A-to-I RNA编辑使得一个基因序列可能产生多种（两至上千种）不同的RNA，从而促进遗传信息在RNA水平的多样化。转录组测序以及转录组水平定位RNA编辑位点方法的建立揭示了RNA编辑现象的广泛性。但是这些大量新发现的RNA编辑位点的功能和进化还待阐明。我们前期的研究发现大量富集在3’UTR的RNA编辑位点。在此基础上，本项目拟利用合成生物学、大规模测序和比较基因组学等手段，揭示3’UTR RNA编辑位点的功能和进化。通过高通量功能注释3’UTR的方法研究人和猕猴中3’UTR RNA编辑位点对基因表达和翻译所造成的影响。利用RNA-seq、RNA结构谱和核糖体谱技术揭示RNA编辑对mRNA二级结构和基因表达翻译的影响。综合不同数据相互验证和研究RNA编辑位点的生物学意义。比较人和猕猴之间的RNA编辑位点的功能变化研究RNA编辑进化。通过这些研究最终揭示RNA编辑位点的功能和进化。
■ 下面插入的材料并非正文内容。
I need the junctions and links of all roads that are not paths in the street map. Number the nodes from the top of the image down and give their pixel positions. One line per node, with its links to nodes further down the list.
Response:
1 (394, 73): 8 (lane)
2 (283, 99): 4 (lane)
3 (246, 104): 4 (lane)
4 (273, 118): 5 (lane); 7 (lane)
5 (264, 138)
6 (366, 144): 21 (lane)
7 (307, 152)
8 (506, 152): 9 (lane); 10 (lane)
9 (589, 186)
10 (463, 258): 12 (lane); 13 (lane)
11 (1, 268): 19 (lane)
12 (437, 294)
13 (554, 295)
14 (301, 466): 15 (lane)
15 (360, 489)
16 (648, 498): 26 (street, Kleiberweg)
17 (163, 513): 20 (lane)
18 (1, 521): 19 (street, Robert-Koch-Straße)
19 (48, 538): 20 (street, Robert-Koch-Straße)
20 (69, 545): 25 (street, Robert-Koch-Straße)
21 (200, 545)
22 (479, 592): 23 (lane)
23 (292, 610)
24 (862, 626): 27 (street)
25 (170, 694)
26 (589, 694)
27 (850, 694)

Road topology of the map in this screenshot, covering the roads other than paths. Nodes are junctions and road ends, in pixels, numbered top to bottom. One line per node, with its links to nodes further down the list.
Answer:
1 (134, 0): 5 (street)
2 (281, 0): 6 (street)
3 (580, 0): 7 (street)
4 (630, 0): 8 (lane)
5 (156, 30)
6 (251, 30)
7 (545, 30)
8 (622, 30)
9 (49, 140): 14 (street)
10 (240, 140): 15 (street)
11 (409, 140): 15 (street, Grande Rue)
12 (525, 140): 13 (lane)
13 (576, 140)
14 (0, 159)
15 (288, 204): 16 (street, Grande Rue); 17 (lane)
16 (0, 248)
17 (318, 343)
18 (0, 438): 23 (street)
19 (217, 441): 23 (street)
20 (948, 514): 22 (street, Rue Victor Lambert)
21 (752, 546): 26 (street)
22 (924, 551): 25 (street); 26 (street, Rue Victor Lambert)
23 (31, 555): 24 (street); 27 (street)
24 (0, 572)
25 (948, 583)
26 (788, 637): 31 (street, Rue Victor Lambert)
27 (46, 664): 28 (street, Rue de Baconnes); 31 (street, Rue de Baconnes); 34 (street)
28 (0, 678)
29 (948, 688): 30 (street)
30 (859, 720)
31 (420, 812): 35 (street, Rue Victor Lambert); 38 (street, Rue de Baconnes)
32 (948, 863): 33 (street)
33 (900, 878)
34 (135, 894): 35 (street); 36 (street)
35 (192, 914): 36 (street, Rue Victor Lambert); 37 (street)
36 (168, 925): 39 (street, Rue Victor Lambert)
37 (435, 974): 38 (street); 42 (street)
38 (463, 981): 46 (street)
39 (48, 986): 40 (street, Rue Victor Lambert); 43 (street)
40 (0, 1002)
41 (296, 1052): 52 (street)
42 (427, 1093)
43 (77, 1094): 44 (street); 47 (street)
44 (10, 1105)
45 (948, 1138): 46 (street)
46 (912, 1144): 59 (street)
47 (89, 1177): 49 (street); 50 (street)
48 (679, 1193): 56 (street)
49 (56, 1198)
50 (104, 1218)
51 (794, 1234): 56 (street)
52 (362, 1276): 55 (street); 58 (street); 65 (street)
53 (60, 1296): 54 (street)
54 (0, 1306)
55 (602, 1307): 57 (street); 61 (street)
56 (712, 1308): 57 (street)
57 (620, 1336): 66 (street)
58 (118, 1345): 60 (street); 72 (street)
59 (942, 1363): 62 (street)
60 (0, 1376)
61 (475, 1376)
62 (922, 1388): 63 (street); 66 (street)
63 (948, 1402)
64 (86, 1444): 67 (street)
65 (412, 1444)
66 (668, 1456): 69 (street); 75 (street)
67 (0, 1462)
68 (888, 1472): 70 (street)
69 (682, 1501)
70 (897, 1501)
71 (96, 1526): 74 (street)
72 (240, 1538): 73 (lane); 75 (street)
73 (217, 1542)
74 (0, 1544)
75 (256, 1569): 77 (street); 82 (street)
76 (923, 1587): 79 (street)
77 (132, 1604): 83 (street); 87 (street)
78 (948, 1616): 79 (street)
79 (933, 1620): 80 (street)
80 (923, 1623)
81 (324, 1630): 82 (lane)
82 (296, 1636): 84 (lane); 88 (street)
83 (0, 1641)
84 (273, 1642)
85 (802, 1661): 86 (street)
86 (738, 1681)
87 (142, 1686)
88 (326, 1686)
Adenosine-to-inosine (A-to-I) RNA editing, catalysed by adenosine deaminases acting on RNA (ADAR), recodes the genome-encoded information and promotes functional diversity. A plethora of editing sites has been recently identified by us and others; however, if and which editing sites are functionally important are largely unknown. Previously, we established a pioneering framework to catalog RNA editing sites using RNA sequencing data alone. By applying this framework in different organisms, we revealed a large number of editing sites. We also found that RNA editing sites are highly enriched in 3’UTR regions. Based on these observations, we propose to systematically examine the role of 3’UTR editing sites on gene regulation by combining synthetic biology, high-throughput sequencing and comparative genomics approach. We will use a high-throughput synthetic biology method to examine the effect of tens of thousands of 3’UTR editing sites on both mRNA stability and translational control in human and rhesus macaque. We will also perform RNA-seq, genome-wide RNA structure mapping and ribosome profiling experiments on wild-type and ADARs-deficient human or macaque cells to assess the global effect of RNA editing on mRNA stability and translational control. Finally, we will compare data generated from these two species to understand how functional editing sites evolve. These experiments together will allow us to understand the function and evolution of individual 3’UTR RNA editing sites.